++++ The input
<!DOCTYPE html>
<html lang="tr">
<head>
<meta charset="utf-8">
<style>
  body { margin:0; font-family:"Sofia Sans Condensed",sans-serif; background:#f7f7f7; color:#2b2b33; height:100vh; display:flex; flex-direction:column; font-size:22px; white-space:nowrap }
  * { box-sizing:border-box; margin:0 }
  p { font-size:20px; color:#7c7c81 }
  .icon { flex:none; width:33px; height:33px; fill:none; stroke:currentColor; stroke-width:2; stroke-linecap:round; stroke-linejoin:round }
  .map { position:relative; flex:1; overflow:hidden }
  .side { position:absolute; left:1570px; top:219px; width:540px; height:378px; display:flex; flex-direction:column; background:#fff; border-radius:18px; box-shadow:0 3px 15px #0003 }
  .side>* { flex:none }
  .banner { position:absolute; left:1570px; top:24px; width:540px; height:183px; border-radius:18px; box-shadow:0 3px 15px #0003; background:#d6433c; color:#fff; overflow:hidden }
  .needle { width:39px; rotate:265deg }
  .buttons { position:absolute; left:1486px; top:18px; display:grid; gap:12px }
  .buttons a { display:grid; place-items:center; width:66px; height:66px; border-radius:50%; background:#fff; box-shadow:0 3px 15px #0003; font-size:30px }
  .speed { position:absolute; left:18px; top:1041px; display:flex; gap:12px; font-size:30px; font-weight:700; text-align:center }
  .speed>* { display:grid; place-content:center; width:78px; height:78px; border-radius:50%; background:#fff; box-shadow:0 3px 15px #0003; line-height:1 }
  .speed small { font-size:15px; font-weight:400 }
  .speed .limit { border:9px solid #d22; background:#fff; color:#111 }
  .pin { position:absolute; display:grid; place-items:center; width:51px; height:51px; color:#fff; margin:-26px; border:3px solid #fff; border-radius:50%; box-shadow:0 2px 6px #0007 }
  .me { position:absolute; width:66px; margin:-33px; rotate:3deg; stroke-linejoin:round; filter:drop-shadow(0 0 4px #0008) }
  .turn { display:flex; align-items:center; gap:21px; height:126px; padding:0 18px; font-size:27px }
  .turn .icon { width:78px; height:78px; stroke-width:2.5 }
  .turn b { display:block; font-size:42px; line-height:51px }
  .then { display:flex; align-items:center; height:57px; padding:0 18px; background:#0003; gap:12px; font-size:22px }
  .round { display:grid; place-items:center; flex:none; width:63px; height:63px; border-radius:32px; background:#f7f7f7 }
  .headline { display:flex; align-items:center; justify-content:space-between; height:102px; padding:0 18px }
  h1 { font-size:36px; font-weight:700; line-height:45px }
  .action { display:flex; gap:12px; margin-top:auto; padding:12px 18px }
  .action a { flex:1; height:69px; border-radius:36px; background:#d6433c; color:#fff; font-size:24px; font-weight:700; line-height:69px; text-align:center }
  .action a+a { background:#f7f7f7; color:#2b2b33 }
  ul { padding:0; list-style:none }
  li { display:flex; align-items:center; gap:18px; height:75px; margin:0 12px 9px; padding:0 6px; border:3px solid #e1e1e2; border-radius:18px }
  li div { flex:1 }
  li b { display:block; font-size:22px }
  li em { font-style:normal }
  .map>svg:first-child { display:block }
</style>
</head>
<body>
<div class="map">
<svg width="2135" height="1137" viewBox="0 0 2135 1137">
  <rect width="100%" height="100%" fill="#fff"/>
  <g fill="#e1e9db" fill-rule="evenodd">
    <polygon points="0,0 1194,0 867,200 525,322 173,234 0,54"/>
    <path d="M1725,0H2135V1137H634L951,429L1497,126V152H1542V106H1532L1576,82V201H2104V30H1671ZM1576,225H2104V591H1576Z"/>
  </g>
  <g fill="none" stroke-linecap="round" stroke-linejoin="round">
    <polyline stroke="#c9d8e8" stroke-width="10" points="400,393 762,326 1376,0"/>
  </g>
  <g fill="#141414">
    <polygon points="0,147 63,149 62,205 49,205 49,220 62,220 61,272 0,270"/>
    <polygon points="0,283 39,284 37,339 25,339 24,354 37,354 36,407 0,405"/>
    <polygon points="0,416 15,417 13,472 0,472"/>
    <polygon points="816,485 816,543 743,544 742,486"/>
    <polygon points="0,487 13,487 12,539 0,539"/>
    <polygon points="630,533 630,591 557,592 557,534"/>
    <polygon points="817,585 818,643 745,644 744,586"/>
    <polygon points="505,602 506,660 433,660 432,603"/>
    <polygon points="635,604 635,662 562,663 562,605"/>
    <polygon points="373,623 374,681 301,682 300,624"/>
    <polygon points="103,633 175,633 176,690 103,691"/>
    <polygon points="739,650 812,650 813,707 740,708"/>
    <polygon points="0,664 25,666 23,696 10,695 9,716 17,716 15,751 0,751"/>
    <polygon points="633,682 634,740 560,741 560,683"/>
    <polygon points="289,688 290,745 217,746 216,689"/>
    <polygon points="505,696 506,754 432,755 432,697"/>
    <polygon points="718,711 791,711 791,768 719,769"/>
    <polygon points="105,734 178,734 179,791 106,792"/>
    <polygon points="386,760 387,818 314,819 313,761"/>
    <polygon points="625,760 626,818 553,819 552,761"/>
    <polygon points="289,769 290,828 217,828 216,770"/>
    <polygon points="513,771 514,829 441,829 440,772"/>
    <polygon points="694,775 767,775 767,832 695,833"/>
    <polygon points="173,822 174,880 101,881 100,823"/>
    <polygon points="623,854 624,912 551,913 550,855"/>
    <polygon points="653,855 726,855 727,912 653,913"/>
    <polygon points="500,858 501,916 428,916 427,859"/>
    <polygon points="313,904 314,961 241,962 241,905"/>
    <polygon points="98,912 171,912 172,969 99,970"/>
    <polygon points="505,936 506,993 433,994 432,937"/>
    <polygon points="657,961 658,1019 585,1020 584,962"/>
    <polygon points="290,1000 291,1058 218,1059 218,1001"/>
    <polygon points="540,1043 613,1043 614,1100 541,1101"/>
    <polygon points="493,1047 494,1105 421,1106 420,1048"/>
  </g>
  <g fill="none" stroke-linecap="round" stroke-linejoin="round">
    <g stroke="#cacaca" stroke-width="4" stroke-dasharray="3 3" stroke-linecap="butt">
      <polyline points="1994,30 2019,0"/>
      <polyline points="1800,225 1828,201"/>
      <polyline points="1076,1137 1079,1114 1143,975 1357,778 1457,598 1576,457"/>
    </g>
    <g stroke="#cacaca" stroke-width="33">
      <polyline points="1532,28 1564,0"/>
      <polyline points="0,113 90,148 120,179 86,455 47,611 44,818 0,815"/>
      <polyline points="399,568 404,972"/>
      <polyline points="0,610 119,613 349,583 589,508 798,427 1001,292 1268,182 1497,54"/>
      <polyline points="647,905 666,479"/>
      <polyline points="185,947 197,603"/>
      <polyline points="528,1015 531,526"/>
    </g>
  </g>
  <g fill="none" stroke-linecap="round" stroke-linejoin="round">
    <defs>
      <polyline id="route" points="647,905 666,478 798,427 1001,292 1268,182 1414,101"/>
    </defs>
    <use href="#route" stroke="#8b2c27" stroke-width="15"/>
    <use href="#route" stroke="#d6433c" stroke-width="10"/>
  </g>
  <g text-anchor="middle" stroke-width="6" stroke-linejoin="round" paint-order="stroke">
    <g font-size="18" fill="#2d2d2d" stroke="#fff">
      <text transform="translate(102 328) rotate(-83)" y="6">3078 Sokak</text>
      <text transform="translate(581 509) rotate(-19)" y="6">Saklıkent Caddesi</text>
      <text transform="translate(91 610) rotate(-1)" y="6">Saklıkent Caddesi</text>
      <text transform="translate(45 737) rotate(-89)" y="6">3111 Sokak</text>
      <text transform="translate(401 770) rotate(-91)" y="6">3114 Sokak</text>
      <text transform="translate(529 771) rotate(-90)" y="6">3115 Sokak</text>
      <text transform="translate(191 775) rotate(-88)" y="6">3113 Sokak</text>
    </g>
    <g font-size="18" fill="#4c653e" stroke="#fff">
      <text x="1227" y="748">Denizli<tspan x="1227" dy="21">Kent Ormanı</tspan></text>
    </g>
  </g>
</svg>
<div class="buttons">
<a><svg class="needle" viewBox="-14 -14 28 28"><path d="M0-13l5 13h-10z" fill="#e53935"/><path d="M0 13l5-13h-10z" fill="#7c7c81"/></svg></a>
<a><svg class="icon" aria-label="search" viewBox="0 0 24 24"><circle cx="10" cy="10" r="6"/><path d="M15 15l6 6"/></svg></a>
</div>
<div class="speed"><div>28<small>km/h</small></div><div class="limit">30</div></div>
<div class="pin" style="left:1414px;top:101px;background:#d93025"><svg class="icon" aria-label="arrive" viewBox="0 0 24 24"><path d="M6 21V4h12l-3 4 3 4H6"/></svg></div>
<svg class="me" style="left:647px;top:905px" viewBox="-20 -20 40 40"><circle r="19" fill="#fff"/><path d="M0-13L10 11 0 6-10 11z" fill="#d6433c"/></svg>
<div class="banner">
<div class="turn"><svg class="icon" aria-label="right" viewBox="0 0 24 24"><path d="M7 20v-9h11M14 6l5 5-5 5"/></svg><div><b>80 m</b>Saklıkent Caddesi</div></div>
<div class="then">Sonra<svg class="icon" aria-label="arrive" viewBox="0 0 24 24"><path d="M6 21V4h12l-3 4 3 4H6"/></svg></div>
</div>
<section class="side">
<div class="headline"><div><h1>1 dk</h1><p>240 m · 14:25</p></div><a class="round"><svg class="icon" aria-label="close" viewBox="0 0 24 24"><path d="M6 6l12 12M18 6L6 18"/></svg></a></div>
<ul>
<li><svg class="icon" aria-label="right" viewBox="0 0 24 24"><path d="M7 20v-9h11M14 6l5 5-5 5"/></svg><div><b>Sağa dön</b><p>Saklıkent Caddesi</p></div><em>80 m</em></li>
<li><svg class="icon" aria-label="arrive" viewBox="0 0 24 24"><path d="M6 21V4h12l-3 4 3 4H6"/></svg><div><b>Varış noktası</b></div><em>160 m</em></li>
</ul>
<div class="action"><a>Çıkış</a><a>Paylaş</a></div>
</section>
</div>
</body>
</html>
++++++++
### Your task
Within the entries above, find the string "arrive" and return each line that holds it.

### Answer space
<div class="pin" style="left:1414px;top:101px;background:#d93025"><svg class="icon" aria-label="arrive" viewBox="0 0 24 24"><path d="M6 21V4h12l-3 4 3 4H6"/></svg></div>
<div class="then">Sonra<svg class="icon" aria-label="arrive" viewBox="0 0 24 24"><path d="M6 21V4h12l-3 4 3 4H6"/></svg></div>
<li><svg class="icon" aria-label="arrive" viewBox="0 0 24 24"><path d="M6 21V4h12l-3 4 3 4H6"/></svg><div><b>Varış noktası</b></div><em>160 m</em></li>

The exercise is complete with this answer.